Enter networks such as BlogHer, which serve as a clearinghouse for companies looking to place their ads on women’s blogs on a mass scale. BlogHer sells space on its
members’ blogs in the same way other media sell space—on a cost-per-thousand basis. Every blogger who allows an ad to be placed “above the fold” on her blog receives a small stipend. It has become a media vehicle that agencies buy in virtually the same way that traditional advertising is purchased.
From a public relations standpoint, many companies’ strategies with bloggers run deep. More and more companies are developing full-blown blogger relations programs. Major players such as Procter & Gamble and Disney have invited mommy bloggers to meet with executives, discuss products, tour their facilities, and provide feedback, in hopes that the bloggers will walk away with a positive experience of the brand. “Field trips” to company headquarters are becoming quite common. Most of the companies that fund these all-expenses-paid blogger trips don’t require the bloggers to write about their experiences—that approach would likely backfire—but the presumption is that they will write positive stories, and most do. The bloggers will often show pictures from these corporate events; they’ll discuss their interviews with executives; they’ll Twitter directly from the event as it’s happening; and many will rave about being treated like queens. For women who are out of the workforce, an all-expense-paid trip is often a welcome break, and a chance to feel valued by high-profile corporate executives. In return, the companies get a grassroots audience exposed to their brand in an authentic and credible way.

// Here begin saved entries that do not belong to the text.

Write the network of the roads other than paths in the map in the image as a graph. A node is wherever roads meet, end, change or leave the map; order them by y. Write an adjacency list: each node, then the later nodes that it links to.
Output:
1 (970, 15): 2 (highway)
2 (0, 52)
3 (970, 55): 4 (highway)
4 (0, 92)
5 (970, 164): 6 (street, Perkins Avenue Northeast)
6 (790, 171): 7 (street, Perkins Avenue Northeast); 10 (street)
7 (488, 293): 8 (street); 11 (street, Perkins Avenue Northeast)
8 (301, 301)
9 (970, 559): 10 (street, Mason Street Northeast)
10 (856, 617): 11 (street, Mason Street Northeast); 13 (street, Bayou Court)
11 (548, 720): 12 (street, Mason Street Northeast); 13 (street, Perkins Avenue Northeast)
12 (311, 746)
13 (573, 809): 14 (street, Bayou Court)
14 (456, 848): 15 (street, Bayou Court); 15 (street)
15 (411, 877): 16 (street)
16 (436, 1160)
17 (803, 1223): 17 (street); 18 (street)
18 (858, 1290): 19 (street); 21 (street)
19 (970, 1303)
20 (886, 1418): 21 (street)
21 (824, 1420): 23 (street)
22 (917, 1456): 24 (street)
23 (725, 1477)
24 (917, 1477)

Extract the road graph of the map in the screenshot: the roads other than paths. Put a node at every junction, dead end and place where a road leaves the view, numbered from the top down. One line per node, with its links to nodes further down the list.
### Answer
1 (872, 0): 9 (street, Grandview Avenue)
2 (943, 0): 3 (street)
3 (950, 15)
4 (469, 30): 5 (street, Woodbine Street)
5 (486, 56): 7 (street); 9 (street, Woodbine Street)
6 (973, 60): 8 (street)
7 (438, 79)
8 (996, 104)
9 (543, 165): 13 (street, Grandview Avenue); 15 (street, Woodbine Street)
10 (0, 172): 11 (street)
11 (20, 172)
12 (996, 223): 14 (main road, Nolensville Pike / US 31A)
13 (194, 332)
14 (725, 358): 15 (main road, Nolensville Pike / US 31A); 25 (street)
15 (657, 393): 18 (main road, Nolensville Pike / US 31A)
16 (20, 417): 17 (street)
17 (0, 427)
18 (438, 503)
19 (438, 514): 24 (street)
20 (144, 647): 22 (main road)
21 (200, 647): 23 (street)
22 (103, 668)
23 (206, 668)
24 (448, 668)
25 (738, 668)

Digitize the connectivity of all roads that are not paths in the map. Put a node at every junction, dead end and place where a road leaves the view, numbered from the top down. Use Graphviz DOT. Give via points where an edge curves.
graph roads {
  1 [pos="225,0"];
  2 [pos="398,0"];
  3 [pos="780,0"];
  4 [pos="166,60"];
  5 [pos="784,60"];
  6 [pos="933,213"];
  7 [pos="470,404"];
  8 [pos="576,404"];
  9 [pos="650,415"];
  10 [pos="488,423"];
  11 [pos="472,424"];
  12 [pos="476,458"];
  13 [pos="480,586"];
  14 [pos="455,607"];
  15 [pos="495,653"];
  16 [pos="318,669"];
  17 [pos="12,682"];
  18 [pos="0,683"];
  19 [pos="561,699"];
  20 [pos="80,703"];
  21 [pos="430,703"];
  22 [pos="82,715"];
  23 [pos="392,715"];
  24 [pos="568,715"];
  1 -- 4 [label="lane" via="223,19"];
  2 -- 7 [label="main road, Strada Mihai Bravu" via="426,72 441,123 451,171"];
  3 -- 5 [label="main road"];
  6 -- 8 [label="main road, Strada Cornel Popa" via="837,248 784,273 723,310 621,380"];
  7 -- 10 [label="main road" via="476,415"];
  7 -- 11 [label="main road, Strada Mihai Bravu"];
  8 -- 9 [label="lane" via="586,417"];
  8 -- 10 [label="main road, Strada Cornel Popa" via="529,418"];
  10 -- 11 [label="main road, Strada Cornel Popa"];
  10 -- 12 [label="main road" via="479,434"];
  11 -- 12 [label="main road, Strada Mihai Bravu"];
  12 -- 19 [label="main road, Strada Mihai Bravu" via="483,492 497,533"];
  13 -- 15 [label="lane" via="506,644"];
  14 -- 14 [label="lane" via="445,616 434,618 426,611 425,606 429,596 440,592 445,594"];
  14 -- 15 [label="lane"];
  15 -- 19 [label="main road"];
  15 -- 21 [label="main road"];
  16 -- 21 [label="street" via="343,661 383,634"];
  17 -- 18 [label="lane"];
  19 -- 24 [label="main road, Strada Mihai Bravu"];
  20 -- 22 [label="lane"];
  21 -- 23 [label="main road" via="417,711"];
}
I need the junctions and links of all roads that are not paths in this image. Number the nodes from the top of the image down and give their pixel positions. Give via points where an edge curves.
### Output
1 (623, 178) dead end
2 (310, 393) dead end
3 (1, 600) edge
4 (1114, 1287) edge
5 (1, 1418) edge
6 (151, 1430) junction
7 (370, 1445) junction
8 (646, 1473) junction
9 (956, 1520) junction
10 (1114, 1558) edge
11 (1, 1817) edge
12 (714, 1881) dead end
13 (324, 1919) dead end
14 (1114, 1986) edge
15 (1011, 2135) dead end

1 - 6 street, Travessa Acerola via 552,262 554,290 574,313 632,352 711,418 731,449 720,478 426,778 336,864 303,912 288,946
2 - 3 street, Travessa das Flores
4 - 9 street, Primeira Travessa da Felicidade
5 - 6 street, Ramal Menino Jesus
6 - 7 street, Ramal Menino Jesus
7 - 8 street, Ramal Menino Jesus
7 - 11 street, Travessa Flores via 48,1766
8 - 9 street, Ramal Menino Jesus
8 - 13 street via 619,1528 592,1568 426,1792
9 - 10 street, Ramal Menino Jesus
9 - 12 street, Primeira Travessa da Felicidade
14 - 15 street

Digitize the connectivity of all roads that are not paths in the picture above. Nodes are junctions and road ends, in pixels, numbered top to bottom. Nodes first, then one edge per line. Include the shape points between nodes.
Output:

For companies in the business-to-business space, industry bloggers can be hugely influential, particularly when it comes to technology. Adam Schokora, a Shanghai-based
social media strategist who studies bloggers for Edelman Digital, gives some practical advice on how to reach the world of industry bloggers. “It’s not how many people you’re talking to online, it’s who,” he says. “Ten people might influence hundreds of thousands of people, so focusing on those ten is the smartest strategy.” In the United States, one way to determine the most highly trafficked bloggers is through ranking services such as Alexa and Technorati, which compile lists of the most widely visited sites.
The best way to approach bloggers is to read their entries over a significant period of time so that when you approach them, you can tailor your pitch to what interests them—and their readership—most. It’s the same way that most companies approach journalists: knowing their beat, their past stories, and their topics of interest. One company, baby products manufacturer Graco, started its own blog in which parents on the Graco corporate staff write about their experiences with parenthood. The Graco corporate blog links to dozens of other mommy blogs, and the company hosts blogger get-togethers across the country so that these scribes can meet each other in person.